Pour les pays européens, raison garder, faire redescendre la pression, cesser de jeter de l’huile sur le feu et arrêter de considérer que Poutine est fou. Il est autocrate, mais la folie n’est pas son moteur.
Les pays européens doivent œuvrer à un cesser le feu et tenter de mettre en place une solution de neutralité de l’Ukraine sur la base des accords de Minsk, avec une protection croisée de l’OTAN et de la Russie.

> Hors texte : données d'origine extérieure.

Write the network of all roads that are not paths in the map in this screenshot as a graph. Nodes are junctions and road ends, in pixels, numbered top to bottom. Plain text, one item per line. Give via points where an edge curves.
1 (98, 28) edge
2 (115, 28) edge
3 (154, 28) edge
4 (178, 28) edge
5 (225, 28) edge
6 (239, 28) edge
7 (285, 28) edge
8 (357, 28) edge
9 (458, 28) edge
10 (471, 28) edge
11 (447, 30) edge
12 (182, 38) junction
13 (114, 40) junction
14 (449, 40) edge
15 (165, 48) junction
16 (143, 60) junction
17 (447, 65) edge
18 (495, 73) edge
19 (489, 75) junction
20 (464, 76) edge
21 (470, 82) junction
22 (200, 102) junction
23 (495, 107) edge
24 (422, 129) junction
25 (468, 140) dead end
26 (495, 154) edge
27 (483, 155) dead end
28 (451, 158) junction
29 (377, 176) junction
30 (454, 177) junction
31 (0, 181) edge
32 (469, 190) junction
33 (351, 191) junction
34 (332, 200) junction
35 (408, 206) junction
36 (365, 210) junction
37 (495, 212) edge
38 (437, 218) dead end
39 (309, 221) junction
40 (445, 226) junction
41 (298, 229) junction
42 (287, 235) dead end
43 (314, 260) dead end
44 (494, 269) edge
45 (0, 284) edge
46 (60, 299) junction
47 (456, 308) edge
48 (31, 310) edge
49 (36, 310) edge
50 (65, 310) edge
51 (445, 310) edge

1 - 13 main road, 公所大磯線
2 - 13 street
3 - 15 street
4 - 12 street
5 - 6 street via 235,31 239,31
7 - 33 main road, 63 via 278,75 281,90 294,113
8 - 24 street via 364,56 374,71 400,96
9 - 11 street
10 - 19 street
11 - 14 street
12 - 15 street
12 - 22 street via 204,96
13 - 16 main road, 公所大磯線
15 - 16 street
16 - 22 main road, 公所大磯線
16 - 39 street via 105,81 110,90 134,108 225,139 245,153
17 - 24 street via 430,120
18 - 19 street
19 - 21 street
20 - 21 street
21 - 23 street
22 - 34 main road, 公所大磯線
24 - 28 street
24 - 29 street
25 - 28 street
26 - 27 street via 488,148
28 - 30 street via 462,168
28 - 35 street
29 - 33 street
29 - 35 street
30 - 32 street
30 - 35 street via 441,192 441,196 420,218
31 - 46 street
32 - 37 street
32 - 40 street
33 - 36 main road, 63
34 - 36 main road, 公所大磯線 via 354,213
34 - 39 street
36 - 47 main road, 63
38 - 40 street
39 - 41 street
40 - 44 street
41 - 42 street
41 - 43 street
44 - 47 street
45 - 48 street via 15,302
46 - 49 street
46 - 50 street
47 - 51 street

Ils doivent arrêter de dire que l’Ukraine doit rejoindre l’OTAN et l’UE : deux chiffons rouges totalement inutiles sous les yeux de la Russie. Du reste, les Polonais sont les premiers à ne pas vouloir de l’Ukraine dans l’UE : ses producteurs de céréales sont déjà en guerre contre les céréaliers ukrainiens exemptés de droits de douane, alors s’ils entrent dans l’UE…

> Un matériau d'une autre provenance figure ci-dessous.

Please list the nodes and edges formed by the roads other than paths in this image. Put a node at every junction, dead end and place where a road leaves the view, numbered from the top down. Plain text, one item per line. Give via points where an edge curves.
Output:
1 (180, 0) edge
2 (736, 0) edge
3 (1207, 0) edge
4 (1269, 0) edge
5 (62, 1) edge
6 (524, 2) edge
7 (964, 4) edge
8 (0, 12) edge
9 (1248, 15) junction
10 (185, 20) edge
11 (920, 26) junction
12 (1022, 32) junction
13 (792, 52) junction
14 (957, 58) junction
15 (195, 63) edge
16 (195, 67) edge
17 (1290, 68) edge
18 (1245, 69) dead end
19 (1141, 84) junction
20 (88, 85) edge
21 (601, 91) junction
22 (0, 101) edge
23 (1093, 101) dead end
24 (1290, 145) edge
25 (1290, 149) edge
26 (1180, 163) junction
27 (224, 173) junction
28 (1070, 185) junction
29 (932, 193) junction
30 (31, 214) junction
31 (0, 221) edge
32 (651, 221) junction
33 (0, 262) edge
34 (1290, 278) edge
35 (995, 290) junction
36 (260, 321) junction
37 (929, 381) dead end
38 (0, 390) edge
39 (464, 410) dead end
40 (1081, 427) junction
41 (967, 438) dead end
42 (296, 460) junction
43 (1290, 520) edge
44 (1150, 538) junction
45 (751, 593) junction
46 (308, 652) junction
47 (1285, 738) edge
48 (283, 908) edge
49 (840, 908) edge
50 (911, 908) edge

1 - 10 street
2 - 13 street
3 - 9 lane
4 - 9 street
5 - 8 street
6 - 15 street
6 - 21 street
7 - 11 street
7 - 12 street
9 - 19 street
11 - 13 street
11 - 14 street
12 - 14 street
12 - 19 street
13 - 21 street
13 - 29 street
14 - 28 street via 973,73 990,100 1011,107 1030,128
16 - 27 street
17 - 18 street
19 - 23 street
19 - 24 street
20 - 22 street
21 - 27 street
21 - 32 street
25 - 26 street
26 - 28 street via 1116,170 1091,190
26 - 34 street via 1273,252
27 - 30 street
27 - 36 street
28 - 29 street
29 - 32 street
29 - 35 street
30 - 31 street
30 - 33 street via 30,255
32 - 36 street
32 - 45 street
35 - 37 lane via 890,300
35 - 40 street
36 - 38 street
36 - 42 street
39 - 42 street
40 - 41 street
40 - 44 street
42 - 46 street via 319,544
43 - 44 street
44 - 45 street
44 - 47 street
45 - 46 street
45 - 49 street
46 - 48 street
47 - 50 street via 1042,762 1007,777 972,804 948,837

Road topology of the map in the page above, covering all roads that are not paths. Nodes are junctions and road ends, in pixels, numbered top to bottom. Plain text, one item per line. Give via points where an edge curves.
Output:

Les Européens doivent faire la politique de leurs intérêts, pas celle des intérêts des USA : et celle-ci passe par des relations commerciales et diplomatiques avec la Russie, pas avec l’existence d’un ennemi brûlant à ses portes en soufflant sur le feu.
PS : à l'heure où je mets en ligne, des journalistes faucons dans la matinale de Frrance inter, Isabelle Lasserre et Pierre Sergent, proposent de bombarder la Russie. "Poutine ne comprend que le langage de la force". Hubert Védrine tente vainement de faire entendre une voie divergente mais minoritaire, écrasée dans un dispositif médiatique qui la rend inaudible. Il me semble revenir aux temps de la propagande de l'été 14. On devait être à Noël à Berlin ! Ces gens-là me foutent vraiment la trouille. France inter aussi. Ils ont cette sorte de fascination pour le vide qui est la fin du Voyage au bout de la nuit de Céline :
"De loin, le remorqueur a sifflé ; son appel a passé le pont, encore une arche, une autre, l’écluse, un autre pont, loin, plus loin… Il appelait vers lui toutes les péniches du
fleuve toutes, et la ville entière, et le ciel et la campagne, et nous, tout qu’il emmenait, la Seine aussi, tout, qu’on n’en parle plus."